I ingest some data, do some processing and at step N-1 I want to know that all the data has been processed in order to proceed to (final) step N.
[GetFile / 1000 000 lines] ----> [ Proc1 / process step 0 ] -----> [ Proc2 / process step 1 ] .... [ PutSQL / insert into db ] ---> [ Proc to let me know that I've inserted all the data in the table ] ----> [ ProcN / Run aggregates on data for example ]
NiFi does not really have an explicit synchronization feature built in to the framework, but some processors have features that help synchronize activity. I can think of a few possible ways to make your flow work:
Scheduling - you could schedule the GetFile and later aggregate operation using CRON scheduling on processors, assuming that the operations are relatively predictable in duration.
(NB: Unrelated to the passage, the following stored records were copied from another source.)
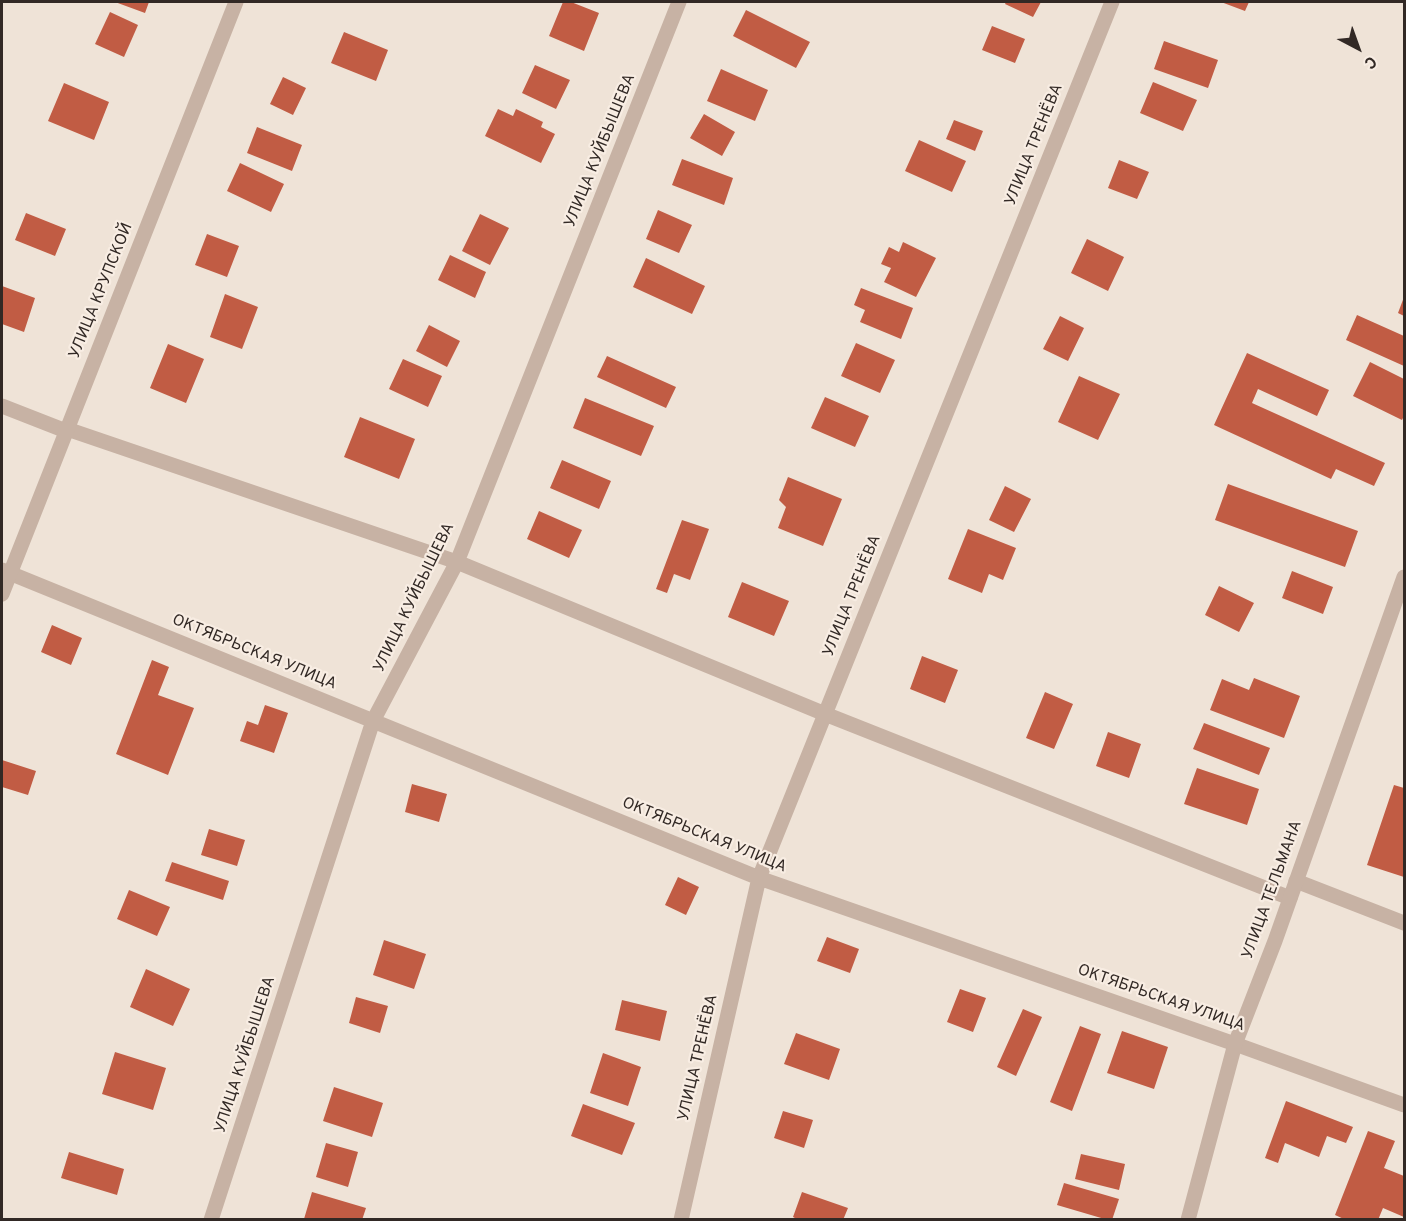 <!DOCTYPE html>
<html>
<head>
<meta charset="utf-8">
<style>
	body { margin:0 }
	#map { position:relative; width:1406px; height:1221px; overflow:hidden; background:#efe3d7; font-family:Overpass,sans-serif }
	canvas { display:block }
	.frame { position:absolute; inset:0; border:3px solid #322925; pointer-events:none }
	.north { position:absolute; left:1328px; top:18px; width:60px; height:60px; -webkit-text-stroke:4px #f8ede3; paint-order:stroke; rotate:139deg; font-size:16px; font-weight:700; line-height:24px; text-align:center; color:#322925 }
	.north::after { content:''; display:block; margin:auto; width:21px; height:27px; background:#322925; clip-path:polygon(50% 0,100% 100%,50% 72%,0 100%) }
</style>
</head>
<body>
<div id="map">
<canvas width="1406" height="1221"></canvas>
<div class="frame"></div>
<div class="north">С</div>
</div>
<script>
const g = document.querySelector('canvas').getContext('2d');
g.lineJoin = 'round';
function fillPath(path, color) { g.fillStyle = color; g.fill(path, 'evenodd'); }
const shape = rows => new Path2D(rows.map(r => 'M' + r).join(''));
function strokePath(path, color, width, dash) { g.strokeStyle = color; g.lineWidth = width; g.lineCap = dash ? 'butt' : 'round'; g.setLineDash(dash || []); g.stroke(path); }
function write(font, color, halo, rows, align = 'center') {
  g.font = font + ' Overpass,sans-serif'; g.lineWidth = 4.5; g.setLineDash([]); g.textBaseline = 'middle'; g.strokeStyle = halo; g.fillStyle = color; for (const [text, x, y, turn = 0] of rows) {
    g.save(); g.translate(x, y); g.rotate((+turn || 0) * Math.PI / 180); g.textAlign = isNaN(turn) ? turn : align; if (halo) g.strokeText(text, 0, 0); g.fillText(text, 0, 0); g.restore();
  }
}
fillPath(shape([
	[115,2,149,2,145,13],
	[563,2,571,2,599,13,584,51,549,36],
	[1006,2,1041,2,1033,17,1005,4],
	[1221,2,1249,2,1245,11],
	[746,10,810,42,796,68,733,36],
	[110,12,138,25,124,57,95,44],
	[992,26,1025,39,1015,63,982,50],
	[344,32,388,50,376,81,331,63],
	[1164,41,1218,60,1208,88,1154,69],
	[535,65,570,80,556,109,522,93],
	[721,69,768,90,755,121,707,101],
	[283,77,306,88,293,115,270,104],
	[1153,82,1197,100,1183,131,1140,113],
	[64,83,109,102,94,140,48,121],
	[498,109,513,116,516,109,543,122,541,127,555,134,541,163,485,136],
	[704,114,735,132,722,156,690,138],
	[954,120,983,131,975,151,946,139],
	[257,127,302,145,292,171,247,153],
	[919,140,966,161,952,192,905,171],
	[682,159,733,178,724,205,672,185],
	[1119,160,1149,172,1137,199,1108,188],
	[240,163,284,184,271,212,227,191],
	[658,210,692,225,679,253,646,239],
	[26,213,66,229,55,256,15,240],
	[480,214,509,228,490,265,462,251],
	[207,234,239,246,227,277,195,265],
	[1087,239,1124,257,1108,291,1071,273],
	[903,242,936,258,916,297,884,282,891,268,881,264,889,247,899,252],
	[450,255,486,272,475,298,438,280],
	[646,258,705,286,692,314,633,287],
	[2,286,35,298,24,332,2,324],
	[861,288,913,308,901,339,860,322,865,310,854,305],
	[225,294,258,307,242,349,210,337],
	[1404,297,1404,316,1398,313],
	[1357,315,1404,336,1404,366,1346,340],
	[1060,316,1084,328,1068,361,1043,349],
	[429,325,460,341,447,367,416,351],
	[856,343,895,360,880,393,841,376],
	[168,344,204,359,186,403,150,388],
	[1247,353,1329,390,1317,416,1258,389,1252,403,1385,463,1374,486,1336,469,1331,479,1214,425],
	[607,356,676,387,666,408,597,377],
	[403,359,442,376,428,407,389,389],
	[1370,362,1404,379,1404,416,1402,420,1353,396],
	[1079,376,1120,394,1098,440,1058,422],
	[825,397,869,416,855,447,811,428],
	[585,398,654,426,641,456,573,428],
	[360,417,415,439,399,479,344,457],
	[562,460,611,481,599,509,550,488],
	[788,477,842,499,823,546,778,528,786,507,779,500],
	[1228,484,1358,531,1345,567,1215,520],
	[1005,486,1031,499,1014,532,989,520],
	[539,511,582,530,569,558,527,539],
	[682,520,709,529,690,580,674,574,667,593,656,589],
	[968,529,1016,548,1003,580,989,574,982,593,948,579],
	[1292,571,1333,587,1323,614,1282,598],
	[742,582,789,601,774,636,728,617],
	[1219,586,1254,603,1239,632,1205,615],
	[52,625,82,638,71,665,41,652],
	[922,656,958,670,945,703,910,689],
	[152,660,169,667,158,695,194,708,168,775,116,754],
	[1254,678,1300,696,1284,738,1210,710,1222,679,1249,690],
	[1045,692,1073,704,1054,749,1026,738],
	[265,705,288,713,274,753,240,741,247,721,258,725],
	[1204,723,1270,748,1259,775,1193,749],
	[1108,732,1141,744,1129,778,1096,766],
	[2,760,36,771,28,795,2,787],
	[1197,768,1259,789,1247,825,1184,804],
	[412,784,447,794,439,822,405,812],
	[1394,785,1404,788,1404,877,1367,865],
	[209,829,245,840,237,866,201,855],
	[172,862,229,881,223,900,165,881],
	[678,877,699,887,686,915,665,905],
	[129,890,170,907,157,936,117,919],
	[827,937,859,949,850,973,817,961],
	[384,940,426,954,414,989,373,975],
	[146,969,190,989,173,1026,130,1007],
	[960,989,986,998,973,1032,947,1022],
	[356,997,388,1006,380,1033,349,1023],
	[622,1000,667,1011,660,1041,615,1030],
	[1023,1009,1042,1017,1016,1076,997,1067],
	[1080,1026,1101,1034,1072,1111,1050,1102],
	[1122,1031,1168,1047,1154,1089,1107,1073],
	[796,1033,840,1049,829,1080,784,1064],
	[115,1052,166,1068,153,1110,102,1094],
	[603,1053,641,1067,628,1106,590,1093],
	[334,1087,383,1103,372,1137,323,1121],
	[1286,1101,1353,1127,1346,1143,1327,1136,1319,1157,1285,1143,1278,1163,1265,1158],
	[583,1104,635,1123,622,1155,571,1136],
	[783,1111,813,1120,804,1148,774,1138],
	[1368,1131,1395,1141,1384,1168,1404,1176,1404,1217,1383,1208,1378,1220,1346,1220,1335,1215],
	[326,1143,358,1152,348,1187,316,1177],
	[69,1152,124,1169,117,1195,61,1178],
	[1081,1154,1125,1164,1119,1190,1075,1179],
	[1064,1183,1119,1199,1112,1220,1108,1220,1057,1205],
	[312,1192,366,1208,362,1220,304,1219],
	[802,1192,848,1208,843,1220,799,1220,793,1217]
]), '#c15c44');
strokePath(shape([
	[1296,881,1404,923]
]), '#c7b2a4', 15);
strokePath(shape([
	[2,406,66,431],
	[67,429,457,562,825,714,1290,898],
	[2,570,759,878,1235,1044,1404,1105],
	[211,1220,373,721,457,562,679,2],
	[681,1220,759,878,1112,2]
]), '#c7b2a4', 15);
strokePath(shape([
	[2,594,236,2],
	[1188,1220,1235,1044,1275,941,1404,577]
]), '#c7b2a4', 15);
write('16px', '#322925', '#f8ede3', [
	["УЛИЦА ТРЕНЁВА",1035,145,-68],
	["УЛИЦА КУЙБЫШЕВА",601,151,-68],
	["УЛИЦА КРУПСКОЙ",102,291,-68],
	["УЛИЦА ТРЕНЁВА",853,596,-68],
	["УЛИЦА КУЙБЫШЕВА",415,598,-64],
	["ОКТЯБРЬСКАЯ УЛИЦА",254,653,22],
	["ОКТЯБРЬСКАЯ УЛИЦА",704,836,22],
	["УЛИЦА ТЕЛЬМАНА",1273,890,-70],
	["ОКТЯБРЬСКАЯ УЛИЦА",1161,999,19],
	["УЛИЦА КУЙБЫШЕВА",246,1055,-72],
	["УЛИЦА ТРЕНЁВА",699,1058,-77]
]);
</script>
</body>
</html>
MonitorActivity - the MonitorActivity processor can trigger a flowfile based on inactivity in a queue. You could use this downstream of PutSQL and trigger when inserts have stopped and the aggregates should begin.
MergeContent (Simple) - a MergeContent processor might aggregate the results of PutSQL into a single message that triggers the aggregate operation. You would have to experiment with the properties for bin size and age to get this to work right.
MergeContent (Defragment) - MergeContent has a Defragment strategy designed to correlate fragments of a larger file together. It requires specific attributes to be set on the flowfiles, see the "Reads Attributes" section at the bottom of the docs. The behavior seems close to what you want, but setting those fragment attributes may be difficult.